After the proclamation of the charter for Macedonia, Paulus declared that he would also lay down a law-code,1
and then proceeded to summon the Aetolians.
In this investigation, the question was more which side had favoured the king and which the Romans, than which had done wrong or had been wronged; the assassins were acquitted of guilt; the exile of the expelled was confirmed quite as definitely as the death of the slain; only Aulus Baebius was condemned for furnishing Roman soldiers to help carry out the slaughter.
This outcome of the case of the Aetolians raised to an unbearable pitch of pride the spirits of those in all the states and peoples of Greece who sided with the Romans, and crushed helplessly under their feet any who were in some respect tainted by suspicion of having favoured the king.
There were three sorts of [p. 355]
leaders in the states, two groups who by fawning2
upon the Roman power and the friendship of kings respectively gained personal wealth for themselves by tyrannizing over their cities; the middle group alone, opposing both the others, strove to guard independence and constitutionality.3
Their reward was greater affection from their own people, and less favour in foreign quarters. Carried along on the tide of Roman success, the members of the pro- Roman party were then alone occupying all magistracies and serving as envoys.
These gathered in great numbers both from the Peloponnesus and Boeotia and the other leagues of Greece, and filled the ears of the ten commissioners, saying that not only those who out
of vanity openly boasted themselves guests and friends of Perseus, but many more who kept under cover, had sided with the king, and under the guise of preserving independence they had turned the whole organization of the league meetings against the Roman interest;
these peoples, said their representatives, would not maintain loyalty unless the spirit of the opposition was crushed and the prestige sustained and strengthened of those who had no object in view but the power of Rome.

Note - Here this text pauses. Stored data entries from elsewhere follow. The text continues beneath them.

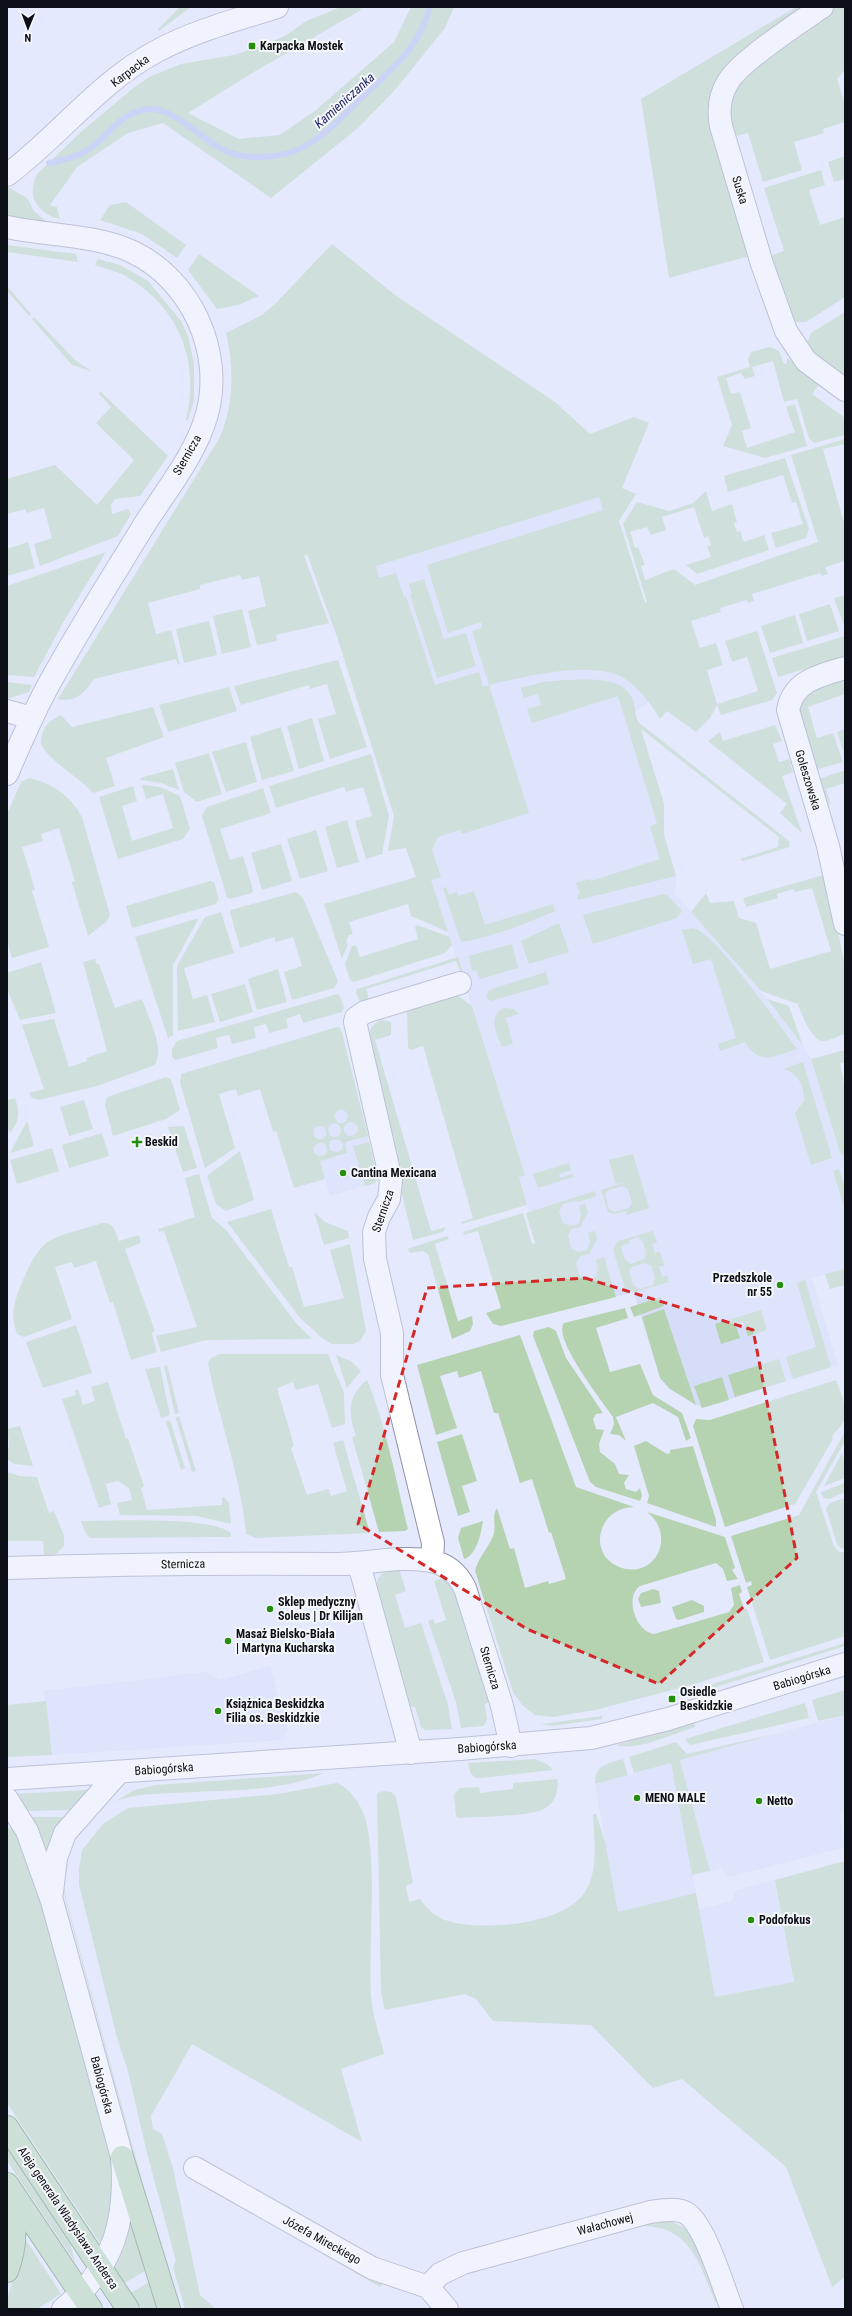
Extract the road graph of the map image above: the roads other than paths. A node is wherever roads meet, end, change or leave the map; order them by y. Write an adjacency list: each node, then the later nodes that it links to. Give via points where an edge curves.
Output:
1 (277, 7): 3 (street, Karpacka, via 205,30 156,51 81,108)
2 (822, 7): 5 (street, Suska, via 737,71 723,90 719,112 762,264 786,331 806,362)
3 (7, 175)
4 (7, 227): 8 (street, Sternicza, via 111,244 133,252 151,263 179,291 198,318 207,340 212,386 208,413 190,454 131,546)
5 (845, 390)
6 (845, 668): 10 (street, Goleszowska, via 806,681 792,698 788,710 828,846)
7 (7, 711): 8 (street)
8 (32, 718): 9 (street, Sternicza)
9 (7, 774)
10 (845, 924)
11 (460, 983): 12 (street, Sternicza, via 365,1012 356,1018 355,1022 391,1180 389,1199 377,1222 374,1240 375,1259 392,1333 392,1376 433,1543)
12 (432, 1561): 13 (street, Sternicza, via 407,1559); 16 (street, Sternicza, via 452,1570 460,1577 465,1588 502,1706)
13 (359, 1564): 14 (street, Sternicza, via 239,1563); 17 (street)
14 (7, 1568)
15 (845, 1664): 16 (street, Babiogórska, via 614,1734)
16 (511, 1746): 17 (street, Babiogórska)
17 (411, 1753): 18 (street, Babiogórska)
18 (119, 1772): 19 (street, Babiogórska); 21 (street, Babiogórska, via 65,1833 56,1858)
19 (7, 1778)
20 (7, 1799): 21 (street, Babiogórska, via 27,1831)
21 (52, 1901): 23 (street, Babiogórska)
22 (7, 2127): 27 (main road, Aleja generała Władysława Andersa)
23 (122, 2157): 27 (street, Babiogórska, via 124,2184 121,2215 112,2245); 33 (main road)
24 (195, 2168): 29 (street, Józefa Mireckiego, via 372,2268)
25 (7, 2184): 30 (main road)
26 (7, 2188): 28 (main road, via 16,2227 15,2245)
27 (101, 2268): 30 (street, Babiogórska); 32 (main road, Aleja generała Władysława Andersa)
28 (7, 2271)
29 (428, 2287): 34 (street); 35 (street, Wałachowej, via 440,2274 463,2262 650,2212 677,2210 690,2216 705,2239)
30 (86, 2301): 31 (street, Babiogórska)
31 (63, 2309)
32 (128, 2309)
33 (169, 2309)
34 (447, 2309)
35 (732, 2309)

Names were furnished by these men, and their opponents from Aetolia, Acarnania, Epirus, and Boeotia were summoned by dispatches from the general to follow him to Rome to stand trial.4
Two [p. 357]
of the board of commissioners, Gaius Claudius and5
Gnaeus Domitius, set out for Achaia in order to summon men by proclamation on the spot.
This they did for two reasons, first because they thought the Achaeans had more confidence and more pride to make them refuse obedience and perhaps also Callicrates and the other informers and purveyors of charges might be endangered;
the second reason for the personal summons was that from the other leagues they had letters of the leaders that had been seized in the royal archives, but no letters from the Achaeans had been found and the charge against them was blind.
When the Aetolians had been dismissed, the Acarnanian League was called up. No changes were made concerning them, except that Leucas was removed from the Acarnanian federation.6
In the course of more sweeping inquiries as to support of the king, either individual or by political
units, the investigation was extended to Asia, and Labeo was sent to destroy Antissa on the island of Lesbos and to move its inhabitants to Methymna, because when Antenor, the king's admiral, had been roaming about Lesbos with his scout-ships, the people of Antissa had received him into their harbour and aided him with provisions.
Two men of distinction were beheaded by the consul, Andronicus, son of Andronicus, an Aetolian, because following his father
he had borne arms against the Roman People, and Neon of Thebes, who had induced his people to make an alliance with Perseus.